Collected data
━━━━━━━━━━

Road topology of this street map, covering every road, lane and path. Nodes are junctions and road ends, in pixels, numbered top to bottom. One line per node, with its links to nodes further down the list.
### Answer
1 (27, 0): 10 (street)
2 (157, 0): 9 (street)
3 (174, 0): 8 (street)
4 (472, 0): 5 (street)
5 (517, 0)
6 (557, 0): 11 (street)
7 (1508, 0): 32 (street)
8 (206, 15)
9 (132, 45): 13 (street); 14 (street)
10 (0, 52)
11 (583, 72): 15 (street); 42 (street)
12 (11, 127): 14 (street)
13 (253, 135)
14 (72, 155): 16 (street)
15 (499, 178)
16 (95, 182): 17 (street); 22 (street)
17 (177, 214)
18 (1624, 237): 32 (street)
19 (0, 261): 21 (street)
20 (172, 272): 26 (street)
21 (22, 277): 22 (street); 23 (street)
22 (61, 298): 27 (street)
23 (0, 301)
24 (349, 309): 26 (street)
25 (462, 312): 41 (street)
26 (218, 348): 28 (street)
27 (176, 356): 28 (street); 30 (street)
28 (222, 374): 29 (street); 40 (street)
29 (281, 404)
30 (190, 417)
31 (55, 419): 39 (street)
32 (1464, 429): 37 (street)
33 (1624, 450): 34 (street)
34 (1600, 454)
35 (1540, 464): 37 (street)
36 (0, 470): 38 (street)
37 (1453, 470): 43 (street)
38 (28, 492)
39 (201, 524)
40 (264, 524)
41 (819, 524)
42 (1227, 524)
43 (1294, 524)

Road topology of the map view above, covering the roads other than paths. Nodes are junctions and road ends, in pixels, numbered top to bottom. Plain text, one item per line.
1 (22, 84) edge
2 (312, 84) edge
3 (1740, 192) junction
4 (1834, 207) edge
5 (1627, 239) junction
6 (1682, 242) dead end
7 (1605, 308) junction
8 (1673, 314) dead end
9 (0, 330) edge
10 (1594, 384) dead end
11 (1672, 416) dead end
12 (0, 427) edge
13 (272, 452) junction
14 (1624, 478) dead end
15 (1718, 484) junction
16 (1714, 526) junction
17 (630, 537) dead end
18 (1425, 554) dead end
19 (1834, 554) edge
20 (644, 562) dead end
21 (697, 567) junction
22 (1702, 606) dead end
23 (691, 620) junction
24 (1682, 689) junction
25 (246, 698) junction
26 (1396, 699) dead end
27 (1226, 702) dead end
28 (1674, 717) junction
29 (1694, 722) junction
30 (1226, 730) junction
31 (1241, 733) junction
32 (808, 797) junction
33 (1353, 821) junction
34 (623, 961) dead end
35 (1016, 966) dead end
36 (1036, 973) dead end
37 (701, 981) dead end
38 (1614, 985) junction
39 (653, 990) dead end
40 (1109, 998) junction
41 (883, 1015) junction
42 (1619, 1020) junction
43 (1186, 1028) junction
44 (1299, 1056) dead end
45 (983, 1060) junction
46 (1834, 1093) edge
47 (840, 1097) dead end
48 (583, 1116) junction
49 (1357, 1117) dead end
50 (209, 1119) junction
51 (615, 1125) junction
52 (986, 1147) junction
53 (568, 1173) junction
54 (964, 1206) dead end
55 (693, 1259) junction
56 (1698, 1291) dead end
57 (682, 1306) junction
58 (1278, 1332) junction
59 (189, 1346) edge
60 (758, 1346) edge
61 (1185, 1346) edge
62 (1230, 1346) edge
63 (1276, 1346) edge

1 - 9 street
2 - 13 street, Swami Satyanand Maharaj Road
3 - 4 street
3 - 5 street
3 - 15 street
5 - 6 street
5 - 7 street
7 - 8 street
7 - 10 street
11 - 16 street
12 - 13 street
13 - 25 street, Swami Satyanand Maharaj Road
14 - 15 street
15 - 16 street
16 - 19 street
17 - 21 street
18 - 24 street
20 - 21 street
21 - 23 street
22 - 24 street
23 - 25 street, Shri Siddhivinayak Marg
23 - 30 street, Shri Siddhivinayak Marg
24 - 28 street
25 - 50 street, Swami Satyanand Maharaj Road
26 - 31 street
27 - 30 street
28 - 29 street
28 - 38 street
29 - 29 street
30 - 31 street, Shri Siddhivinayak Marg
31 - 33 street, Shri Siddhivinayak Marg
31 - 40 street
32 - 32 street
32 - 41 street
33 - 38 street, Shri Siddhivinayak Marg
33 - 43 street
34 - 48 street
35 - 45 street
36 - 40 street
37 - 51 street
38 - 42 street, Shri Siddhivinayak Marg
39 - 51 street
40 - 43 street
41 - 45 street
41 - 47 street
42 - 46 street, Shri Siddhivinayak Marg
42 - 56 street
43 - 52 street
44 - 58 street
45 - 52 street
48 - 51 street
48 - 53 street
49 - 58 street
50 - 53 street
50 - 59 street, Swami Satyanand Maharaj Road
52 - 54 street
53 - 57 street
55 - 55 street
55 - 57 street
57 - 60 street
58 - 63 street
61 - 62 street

━━━━━━━━━━

* Task statement:
The required output is a copy of each line in the records where the string "junctions" occurs.

* Your solution:
Road topology of this street map, covering every road, lane and path. Nodes are junctions and road ends, in pixels, numbered top to bottom. One line per node, with its links to nodes further down the list.
Road topology of the map view above, covering the roads other than paths. Nodes are junctions and road ends, in pixels, numbered top to bottom. Plain text, one item per line.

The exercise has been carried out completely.